7. Proving the poisoning — the MAC changed

Go back to the victim and ask the same question as the baseline:

docker exec -it victim bash
arp -n
exit

192.168.10.30 now shows the attacker’s MAC (…10’s), not the server’s real MAC from step 4. That’s the whole attack in one line of output: the victim is now convinced the attacker is the server, and every packet it sends “to the server” lands on the attacker first.


8. Generating traffic to spy on

A sealed lab with no traffic shows nothing. Start a tiny web server on server, then make the victim talk to it.

# In the server container — a one-line HTTP server on port 80
docker exec -it server bash -c "cd /tmp && python3 -m http.server 80"

Now generate traffic from the victim and watch it surface in your tcpdump/Wireshark window:

# Simplest proof — ICMP
docker exec victim bash -c "ping -c5 192.168.10.30"

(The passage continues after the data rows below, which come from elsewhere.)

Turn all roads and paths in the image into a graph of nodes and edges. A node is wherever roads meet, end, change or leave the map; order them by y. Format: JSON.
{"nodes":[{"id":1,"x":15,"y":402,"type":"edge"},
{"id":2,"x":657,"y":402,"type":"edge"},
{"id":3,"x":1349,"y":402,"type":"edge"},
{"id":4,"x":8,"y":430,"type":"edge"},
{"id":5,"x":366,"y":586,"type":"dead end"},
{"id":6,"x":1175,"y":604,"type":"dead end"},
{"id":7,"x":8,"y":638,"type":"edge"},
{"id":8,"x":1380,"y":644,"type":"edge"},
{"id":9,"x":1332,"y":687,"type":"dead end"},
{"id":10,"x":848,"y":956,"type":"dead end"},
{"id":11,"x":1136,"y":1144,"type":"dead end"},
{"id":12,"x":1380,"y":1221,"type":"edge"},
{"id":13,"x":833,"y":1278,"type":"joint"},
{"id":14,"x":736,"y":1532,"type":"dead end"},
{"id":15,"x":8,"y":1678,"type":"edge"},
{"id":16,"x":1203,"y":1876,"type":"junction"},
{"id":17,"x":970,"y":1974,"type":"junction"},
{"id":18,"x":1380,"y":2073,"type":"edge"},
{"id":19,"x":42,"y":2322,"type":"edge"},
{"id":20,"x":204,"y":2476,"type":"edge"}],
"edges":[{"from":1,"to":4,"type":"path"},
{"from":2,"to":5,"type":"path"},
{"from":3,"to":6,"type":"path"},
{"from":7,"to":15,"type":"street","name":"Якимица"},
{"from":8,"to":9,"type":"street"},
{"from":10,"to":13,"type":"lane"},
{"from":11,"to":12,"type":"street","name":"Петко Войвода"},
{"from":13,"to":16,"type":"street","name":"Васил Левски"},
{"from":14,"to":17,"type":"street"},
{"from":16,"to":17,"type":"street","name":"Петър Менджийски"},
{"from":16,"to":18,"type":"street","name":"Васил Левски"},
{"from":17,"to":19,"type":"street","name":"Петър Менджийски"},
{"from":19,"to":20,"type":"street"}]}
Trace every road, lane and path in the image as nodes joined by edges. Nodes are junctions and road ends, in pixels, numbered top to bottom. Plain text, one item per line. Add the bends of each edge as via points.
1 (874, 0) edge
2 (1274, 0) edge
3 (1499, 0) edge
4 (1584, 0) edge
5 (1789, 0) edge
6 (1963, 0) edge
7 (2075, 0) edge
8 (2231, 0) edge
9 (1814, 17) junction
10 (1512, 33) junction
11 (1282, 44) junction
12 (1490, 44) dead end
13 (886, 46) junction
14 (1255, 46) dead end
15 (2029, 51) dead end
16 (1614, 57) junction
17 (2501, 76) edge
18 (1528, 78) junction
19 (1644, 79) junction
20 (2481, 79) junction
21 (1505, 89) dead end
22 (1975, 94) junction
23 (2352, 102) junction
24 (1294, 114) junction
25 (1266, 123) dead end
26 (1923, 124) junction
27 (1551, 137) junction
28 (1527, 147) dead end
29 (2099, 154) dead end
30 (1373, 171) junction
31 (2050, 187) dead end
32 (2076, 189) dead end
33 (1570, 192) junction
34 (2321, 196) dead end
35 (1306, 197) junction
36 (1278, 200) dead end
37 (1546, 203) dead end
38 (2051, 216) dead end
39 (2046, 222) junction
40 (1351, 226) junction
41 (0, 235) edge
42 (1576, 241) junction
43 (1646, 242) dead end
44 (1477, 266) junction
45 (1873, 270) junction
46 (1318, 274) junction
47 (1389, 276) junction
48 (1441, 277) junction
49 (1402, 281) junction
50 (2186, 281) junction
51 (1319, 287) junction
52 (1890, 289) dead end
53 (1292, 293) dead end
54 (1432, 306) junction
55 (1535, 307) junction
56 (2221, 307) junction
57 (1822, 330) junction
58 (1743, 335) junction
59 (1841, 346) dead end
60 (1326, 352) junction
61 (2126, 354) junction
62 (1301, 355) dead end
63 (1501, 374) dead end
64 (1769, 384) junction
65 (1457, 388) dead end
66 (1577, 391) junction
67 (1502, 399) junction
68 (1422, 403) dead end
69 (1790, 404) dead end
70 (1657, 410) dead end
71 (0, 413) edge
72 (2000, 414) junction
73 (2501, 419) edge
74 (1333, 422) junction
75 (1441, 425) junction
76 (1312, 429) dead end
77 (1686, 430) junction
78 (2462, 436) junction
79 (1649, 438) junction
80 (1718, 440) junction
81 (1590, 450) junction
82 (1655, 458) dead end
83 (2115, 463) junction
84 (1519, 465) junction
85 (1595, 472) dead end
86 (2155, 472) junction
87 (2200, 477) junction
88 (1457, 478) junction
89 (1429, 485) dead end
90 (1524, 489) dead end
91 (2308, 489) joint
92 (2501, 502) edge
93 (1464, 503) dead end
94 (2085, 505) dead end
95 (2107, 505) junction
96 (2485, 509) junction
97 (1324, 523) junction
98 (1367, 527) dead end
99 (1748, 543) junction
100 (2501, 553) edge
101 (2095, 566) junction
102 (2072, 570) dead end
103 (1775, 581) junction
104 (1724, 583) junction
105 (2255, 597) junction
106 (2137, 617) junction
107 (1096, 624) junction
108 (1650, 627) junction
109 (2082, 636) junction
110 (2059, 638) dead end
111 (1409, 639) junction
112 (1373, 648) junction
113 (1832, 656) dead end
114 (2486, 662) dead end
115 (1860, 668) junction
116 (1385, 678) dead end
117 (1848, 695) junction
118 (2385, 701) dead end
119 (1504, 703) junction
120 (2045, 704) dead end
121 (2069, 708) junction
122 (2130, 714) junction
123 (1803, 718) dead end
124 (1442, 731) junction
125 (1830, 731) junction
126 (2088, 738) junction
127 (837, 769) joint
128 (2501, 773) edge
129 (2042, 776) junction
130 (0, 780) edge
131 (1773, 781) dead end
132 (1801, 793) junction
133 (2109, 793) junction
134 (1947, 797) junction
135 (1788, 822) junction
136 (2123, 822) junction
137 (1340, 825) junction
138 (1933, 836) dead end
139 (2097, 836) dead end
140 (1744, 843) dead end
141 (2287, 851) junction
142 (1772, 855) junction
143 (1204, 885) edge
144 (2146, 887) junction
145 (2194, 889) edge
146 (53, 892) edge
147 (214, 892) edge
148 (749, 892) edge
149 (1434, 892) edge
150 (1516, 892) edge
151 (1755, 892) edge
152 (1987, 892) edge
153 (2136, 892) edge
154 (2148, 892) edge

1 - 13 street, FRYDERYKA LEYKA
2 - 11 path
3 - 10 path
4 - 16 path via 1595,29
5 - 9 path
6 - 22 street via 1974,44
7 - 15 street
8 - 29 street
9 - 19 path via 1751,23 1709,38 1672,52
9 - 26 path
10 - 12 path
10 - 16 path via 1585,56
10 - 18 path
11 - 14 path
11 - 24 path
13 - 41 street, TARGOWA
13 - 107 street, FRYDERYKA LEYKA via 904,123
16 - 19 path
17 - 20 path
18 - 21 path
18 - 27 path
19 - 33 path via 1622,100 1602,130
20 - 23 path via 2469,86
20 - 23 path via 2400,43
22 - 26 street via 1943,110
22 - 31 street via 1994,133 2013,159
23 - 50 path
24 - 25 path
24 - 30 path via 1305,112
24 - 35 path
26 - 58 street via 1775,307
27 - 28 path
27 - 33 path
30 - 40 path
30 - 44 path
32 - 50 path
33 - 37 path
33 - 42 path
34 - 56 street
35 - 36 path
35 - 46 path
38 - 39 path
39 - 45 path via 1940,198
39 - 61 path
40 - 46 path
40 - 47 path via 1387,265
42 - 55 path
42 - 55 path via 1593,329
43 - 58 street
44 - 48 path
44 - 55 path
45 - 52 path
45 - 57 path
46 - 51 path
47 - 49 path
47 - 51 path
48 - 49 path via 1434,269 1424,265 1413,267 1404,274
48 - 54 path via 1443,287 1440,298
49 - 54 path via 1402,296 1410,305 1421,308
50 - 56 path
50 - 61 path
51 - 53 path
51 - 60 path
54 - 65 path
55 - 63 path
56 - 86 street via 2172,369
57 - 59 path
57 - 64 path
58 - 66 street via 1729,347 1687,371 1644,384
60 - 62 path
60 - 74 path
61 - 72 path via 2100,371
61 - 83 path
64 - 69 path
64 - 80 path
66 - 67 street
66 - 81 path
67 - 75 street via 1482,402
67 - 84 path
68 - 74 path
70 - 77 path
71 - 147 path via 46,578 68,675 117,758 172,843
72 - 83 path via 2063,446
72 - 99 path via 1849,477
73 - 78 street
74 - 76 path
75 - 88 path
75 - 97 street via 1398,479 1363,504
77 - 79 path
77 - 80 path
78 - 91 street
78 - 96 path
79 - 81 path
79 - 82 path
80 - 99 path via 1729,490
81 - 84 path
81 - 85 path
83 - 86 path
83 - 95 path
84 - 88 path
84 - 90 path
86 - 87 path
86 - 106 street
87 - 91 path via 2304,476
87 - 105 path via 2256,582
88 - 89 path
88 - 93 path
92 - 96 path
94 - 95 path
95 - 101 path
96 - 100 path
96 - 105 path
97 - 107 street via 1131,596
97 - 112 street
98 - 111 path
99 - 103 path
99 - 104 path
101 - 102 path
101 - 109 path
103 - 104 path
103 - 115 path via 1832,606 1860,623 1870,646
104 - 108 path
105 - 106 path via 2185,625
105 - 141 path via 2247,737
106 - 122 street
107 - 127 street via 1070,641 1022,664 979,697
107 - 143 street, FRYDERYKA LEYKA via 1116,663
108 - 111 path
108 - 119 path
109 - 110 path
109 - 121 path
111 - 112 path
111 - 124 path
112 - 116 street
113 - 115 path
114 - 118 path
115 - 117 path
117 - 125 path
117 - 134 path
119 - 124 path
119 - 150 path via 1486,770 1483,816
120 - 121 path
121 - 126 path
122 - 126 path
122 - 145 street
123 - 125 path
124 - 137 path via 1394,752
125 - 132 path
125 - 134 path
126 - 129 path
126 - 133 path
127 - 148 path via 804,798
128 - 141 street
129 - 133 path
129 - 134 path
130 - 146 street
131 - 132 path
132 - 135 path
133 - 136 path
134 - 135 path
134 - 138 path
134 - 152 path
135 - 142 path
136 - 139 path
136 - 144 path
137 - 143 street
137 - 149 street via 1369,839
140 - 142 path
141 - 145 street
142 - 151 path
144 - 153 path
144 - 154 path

# A real HTTP request with no wget needed — bash's built-in /dev/tcp
docker exec victim bash -c 'exec 3<>/dev/tcp/192.168.10.30/80; \
  printf "GET / HTTP/1.0\r\n\r\n" >&3; cat <&3'

That /dev/tcp trick is worth keeping in the back pocket — the lab has no wget in the victim and no internet to install it, but bash can open a TCP socket itself. The GET / and the server’s response both pass through the attacker, and you watch them go by in real time. Interception confirmed.


9. Tear it all down

# Ctrl+C the arpspoof and tcpdump windows first (or kill %1 %2), then:
docker rm -f attacker victim server
docker network rm labnet

docker rm -f kills and removes the containers; docker network rm deletes the sealed network. Nothing touched my host, nothing leaked to the internet, and the whole lab is gone in two commands.


What I took away

  1. Capabilities and networks are set at docker run, not after. caps: [] and “wrong network” can’t be patched on a live container — you recreate it. So decide --cap-add and --network before you start, not when the attack fails with permission denied.
  2. --internal is the whole safety story. It’s the difference between a lab and an attack on my own machine. No gateway to the host, no route to the internet — the poisoning can only ever hurt the three containers I built to be hurt. Never run this against the default bridge, where the gateway is your computer.
  3. Install before you seal. An isolated network can’t reach apt. The pattern is connect-to-bridge → install → disconnect. Forget a tool? Reconnect that one container, install, disconnect again.
  4. ARP spoofing is two lies plus a forward. One arpspoof per direction, and ip_forward=1 so traffic still reaches the real server. Skip the forwarding and the victim’s connection breaks — which is a denial of service, not a stealthy MITM.
  5. The proof is the MAC, not the tool’s output. arp -n before and after is the experiment. When 192.168.10.30 starts pointing at the attacker’s MAC, the trust in ARP — answering “who has this IP?” with no verification — has been broken, exactly where the networking post said it would be.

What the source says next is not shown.